There are a few things that I routinely do when evaluating the stability of an NLE. After I drag a few clips into the timeline I grab the CTI (Current Time Indicator) and drag it around the timeline as fast as I can for about 15 or 20 seconds. I'm looking for both lag and hang up problems. This is usually the first indication of instability. With the 1Beyond HD Pro workstation I found no problems. The second test I do is use the JKL keys to check for system lag. Press L once - HD footage plays at normal speed. Press twice - 2X normal. Press again and again until the system is playing at 10X normal speed then press the K key to stop playback. Running through this drill several times I found no lag at all, The system responded much better than expected. Premiere Pro was stable as a rock and the hardware was keeping up with my abuse. It was easy to conclude that I could cut as fast as I could think using this system.

It's time to make some edits and do some polishing. One of the great timesaving features of Premiere Pro is the ability to use modifier keys to simplify editing in the timeline. One of my favorites is using the Ctrl key and the direct selection tool to trim, slide, and or slip both edits and transitions directly in the TLW.

Top 10 New Features
  • Project Manager. Greatly improved media management.
  • Panasonic 24p support.
  • Effects Favorites. Save favorite settings for quick application in future projects.
  • Project-ready Photoshop file creation. Create Photoshop files with resolution and aspect ratio that match your project.
  • After Effects plug-ins automatically appear in your Premiere Pro session.
  • Copy and paste content directly between After Effects and Premiere Pro .
  • Auto-color adjustment.
  • AAF, and EDL import/export.
  • Enhanced audio functionality.
  • Bezier keyframe suport for motion effects.

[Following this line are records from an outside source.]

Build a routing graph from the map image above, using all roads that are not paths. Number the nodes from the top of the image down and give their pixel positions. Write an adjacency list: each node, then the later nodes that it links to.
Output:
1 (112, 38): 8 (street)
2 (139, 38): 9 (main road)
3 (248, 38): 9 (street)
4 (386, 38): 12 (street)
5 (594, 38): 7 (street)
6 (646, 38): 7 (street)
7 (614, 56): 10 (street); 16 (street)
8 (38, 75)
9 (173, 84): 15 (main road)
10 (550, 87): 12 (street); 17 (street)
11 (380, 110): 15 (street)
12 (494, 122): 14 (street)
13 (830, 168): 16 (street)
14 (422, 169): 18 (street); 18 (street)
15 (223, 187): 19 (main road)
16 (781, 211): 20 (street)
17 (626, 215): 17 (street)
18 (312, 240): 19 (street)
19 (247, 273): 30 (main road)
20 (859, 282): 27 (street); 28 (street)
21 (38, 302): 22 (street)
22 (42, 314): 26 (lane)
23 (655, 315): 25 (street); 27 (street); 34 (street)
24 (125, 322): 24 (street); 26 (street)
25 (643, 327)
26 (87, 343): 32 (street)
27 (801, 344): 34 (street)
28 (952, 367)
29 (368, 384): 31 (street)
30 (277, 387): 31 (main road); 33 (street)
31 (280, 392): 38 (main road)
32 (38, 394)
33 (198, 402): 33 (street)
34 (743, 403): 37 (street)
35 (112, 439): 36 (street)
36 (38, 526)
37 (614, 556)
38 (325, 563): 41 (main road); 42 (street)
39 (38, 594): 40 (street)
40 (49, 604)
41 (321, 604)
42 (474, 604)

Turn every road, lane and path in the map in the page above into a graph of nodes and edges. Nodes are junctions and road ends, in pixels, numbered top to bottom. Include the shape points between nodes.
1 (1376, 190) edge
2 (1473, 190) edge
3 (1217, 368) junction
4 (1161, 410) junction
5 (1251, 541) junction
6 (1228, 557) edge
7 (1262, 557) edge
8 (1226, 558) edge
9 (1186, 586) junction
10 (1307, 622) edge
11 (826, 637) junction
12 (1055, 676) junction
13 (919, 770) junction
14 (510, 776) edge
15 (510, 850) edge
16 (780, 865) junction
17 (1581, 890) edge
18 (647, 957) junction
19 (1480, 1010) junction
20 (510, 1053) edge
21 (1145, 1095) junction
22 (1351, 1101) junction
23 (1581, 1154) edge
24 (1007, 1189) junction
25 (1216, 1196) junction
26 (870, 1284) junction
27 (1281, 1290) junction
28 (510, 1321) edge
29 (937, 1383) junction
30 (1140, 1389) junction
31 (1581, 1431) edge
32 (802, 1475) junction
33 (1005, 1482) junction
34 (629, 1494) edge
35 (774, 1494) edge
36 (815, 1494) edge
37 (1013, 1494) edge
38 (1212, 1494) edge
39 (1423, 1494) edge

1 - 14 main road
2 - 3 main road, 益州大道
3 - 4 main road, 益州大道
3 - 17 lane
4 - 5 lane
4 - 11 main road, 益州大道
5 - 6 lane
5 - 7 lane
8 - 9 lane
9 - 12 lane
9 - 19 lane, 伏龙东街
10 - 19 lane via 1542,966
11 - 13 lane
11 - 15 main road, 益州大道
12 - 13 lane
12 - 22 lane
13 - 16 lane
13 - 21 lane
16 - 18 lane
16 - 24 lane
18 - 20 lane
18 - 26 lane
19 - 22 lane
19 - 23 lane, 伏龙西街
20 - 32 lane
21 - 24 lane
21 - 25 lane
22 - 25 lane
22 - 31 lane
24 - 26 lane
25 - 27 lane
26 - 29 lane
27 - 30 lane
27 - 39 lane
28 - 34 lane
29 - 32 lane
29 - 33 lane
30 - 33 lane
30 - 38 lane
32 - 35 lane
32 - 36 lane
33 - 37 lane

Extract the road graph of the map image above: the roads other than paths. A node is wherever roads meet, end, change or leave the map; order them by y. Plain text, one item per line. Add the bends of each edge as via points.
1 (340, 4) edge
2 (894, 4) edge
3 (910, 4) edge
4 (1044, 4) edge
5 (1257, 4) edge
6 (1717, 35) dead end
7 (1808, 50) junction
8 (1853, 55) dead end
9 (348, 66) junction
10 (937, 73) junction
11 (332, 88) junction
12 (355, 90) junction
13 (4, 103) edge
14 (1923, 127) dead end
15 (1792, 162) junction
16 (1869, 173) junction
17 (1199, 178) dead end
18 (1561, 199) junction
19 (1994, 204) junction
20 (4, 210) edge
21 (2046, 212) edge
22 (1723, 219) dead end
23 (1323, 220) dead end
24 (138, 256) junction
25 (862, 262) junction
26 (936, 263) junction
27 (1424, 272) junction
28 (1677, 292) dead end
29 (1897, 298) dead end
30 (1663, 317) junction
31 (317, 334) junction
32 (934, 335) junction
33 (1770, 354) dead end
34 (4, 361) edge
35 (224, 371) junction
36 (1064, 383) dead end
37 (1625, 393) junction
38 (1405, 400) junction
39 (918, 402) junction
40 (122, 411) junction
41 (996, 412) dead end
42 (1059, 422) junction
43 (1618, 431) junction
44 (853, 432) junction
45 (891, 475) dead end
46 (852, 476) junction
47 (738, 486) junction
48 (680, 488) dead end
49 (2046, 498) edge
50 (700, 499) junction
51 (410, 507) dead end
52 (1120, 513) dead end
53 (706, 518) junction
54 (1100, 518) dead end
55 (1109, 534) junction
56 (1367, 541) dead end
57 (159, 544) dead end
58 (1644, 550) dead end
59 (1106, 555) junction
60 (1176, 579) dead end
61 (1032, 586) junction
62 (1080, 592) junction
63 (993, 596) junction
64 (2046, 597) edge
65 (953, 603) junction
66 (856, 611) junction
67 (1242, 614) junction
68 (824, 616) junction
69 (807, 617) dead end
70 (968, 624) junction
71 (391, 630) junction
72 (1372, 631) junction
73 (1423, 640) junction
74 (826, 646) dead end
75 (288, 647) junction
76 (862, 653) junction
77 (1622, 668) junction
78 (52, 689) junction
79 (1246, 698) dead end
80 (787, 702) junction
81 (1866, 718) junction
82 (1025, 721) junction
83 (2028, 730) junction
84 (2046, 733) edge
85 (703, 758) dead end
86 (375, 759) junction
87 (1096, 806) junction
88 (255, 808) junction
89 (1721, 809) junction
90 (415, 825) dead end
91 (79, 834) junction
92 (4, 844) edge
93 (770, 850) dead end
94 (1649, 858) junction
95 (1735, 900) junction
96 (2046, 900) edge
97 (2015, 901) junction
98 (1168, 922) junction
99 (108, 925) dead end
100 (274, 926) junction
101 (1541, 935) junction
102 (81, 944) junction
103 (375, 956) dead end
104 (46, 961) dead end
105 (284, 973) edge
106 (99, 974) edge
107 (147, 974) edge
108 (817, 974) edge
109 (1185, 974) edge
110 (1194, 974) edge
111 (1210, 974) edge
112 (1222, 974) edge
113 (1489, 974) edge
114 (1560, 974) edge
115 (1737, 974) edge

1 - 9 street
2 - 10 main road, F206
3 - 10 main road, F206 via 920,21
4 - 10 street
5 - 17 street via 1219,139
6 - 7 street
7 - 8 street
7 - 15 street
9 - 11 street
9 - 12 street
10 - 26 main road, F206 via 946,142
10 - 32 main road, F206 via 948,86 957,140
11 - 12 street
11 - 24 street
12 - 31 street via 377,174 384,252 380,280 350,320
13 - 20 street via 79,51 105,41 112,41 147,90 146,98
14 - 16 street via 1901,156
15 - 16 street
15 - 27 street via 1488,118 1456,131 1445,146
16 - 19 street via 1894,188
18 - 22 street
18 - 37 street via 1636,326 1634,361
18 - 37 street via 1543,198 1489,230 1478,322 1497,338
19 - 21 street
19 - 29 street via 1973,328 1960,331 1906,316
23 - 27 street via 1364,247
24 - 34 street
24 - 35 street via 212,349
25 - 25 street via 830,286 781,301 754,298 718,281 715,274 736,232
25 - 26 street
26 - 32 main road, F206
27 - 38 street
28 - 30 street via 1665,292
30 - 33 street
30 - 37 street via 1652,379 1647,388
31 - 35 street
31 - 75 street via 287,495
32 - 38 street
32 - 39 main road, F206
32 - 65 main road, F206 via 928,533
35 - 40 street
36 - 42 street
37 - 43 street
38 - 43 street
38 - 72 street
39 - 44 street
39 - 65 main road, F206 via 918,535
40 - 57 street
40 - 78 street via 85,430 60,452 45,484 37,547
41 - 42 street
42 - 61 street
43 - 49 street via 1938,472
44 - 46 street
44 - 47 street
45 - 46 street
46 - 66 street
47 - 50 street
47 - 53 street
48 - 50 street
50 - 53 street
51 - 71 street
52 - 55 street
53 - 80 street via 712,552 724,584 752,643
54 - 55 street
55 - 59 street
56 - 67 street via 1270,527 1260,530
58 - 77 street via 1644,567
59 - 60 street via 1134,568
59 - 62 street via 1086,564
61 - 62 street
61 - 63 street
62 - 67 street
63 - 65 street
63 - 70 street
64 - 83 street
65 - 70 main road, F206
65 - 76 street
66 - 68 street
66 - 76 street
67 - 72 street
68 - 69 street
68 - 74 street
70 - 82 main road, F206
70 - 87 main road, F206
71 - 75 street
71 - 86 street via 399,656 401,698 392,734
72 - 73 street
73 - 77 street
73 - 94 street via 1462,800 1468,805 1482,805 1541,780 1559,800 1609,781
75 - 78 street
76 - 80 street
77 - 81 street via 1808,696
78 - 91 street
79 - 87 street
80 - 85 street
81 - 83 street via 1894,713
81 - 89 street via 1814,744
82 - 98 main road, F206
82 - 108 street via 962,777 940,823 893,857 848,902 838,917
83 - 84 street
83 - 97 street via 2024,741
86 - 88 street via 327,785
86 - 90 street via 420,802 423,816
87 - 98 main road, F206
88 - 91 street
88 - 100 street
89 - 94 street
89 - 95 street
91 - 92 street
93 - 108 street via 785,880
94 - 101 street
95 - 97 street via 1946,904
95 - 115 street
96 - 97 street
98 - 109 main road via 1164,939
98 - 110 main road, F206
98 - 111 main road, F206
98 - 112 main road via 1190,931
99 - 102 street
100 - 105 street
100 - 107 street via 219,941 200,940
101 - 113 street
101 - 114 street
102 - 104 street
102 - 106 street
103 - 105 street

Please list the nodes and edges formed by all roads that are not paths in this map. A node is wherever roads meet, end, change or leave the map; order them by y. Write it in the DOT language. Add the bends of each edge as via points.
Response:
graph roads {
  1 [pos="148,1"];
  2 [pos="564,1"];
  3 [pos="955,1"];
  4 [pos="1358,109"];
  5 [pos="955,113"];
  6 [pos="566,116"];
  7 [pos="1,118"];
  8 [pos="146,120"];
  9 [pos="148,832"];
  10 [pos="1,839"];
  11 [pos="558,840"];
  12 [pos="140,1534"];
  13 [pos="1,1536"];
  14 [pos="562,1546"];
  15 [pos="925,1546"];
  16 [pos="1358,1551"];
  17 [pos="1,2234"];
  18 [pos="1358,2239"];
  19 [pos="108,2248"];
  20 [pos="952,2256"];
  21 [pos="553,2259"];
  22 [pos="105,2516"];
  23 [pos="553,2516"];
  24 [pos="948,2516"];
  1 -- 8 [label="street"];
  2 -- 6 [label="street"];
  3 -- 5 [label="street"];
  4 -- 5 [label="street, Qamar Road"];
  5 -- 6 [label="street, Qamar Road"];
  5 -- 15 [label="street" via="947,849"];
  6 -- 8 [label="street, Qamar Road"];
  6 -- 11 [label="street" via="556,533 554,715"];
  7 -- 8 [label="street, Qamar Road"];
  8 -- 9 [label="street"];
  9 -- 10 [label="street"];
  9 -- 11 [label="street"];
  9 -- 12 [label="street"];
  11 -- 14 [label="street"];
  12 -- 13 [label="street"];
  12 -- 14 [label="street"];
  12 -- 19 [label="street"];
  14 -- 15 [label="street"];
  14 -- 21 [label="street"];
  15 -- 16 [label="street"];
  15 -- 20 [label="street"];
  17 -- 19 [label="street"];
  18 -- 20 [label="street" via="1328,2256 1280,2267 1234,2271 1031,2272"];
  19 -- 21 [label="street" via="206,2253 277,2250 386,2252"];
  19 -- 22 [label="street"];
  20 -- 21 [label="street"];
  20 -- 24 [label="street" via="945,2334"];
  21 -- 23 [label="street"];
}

There are dozens of new keyboard shortcuts for Premiere Pro and dozens of new tools. As many as I checked out worked perfectly. The 1 Beyond HD Pro workstation just worked. In the few minutes I had with the system, everything worked as it should. Apparantly, I'm not the only one that thinks so. Cable Vision has 5 workstations cutting HD content from one of 1 Beyond's SAN storage arrays and according to company founder Terry Cullen, they are very happy.


Some Final Thoughts:

I'll be writing more about Premiere Pro 1.5 in the near future. For now, it's sufficient to say that I find editing in Premiere Pro 1.5 an easy task. The software does not get in the way of the creative process. Everything is easy to find and there are plenty of tools for a professional editor. Project management is greatly improved. Audio mixing and editing down to the sample level is extremely powerful. The ability to burn DVD's complete with chapter marks directly from the timeline is a nice plus. Integration with the rest of Adobe's line is getting better all the time. Even on hour long programs, I'm finding no slowdown, no bottle necks, no problems with DV and SD material that I'm currently cutting. Integrated systems like the 1 Beyond HD Pro workstation prove to me that even with the demands of 1080 HD footage, Adobe Premiere Pro 1.5 is equal to the task. I'm looking forward to more research into HD editing and to cutting my first full length HD show. My tool of choice on the PC will be Adobe's Premiere Pro 1.5.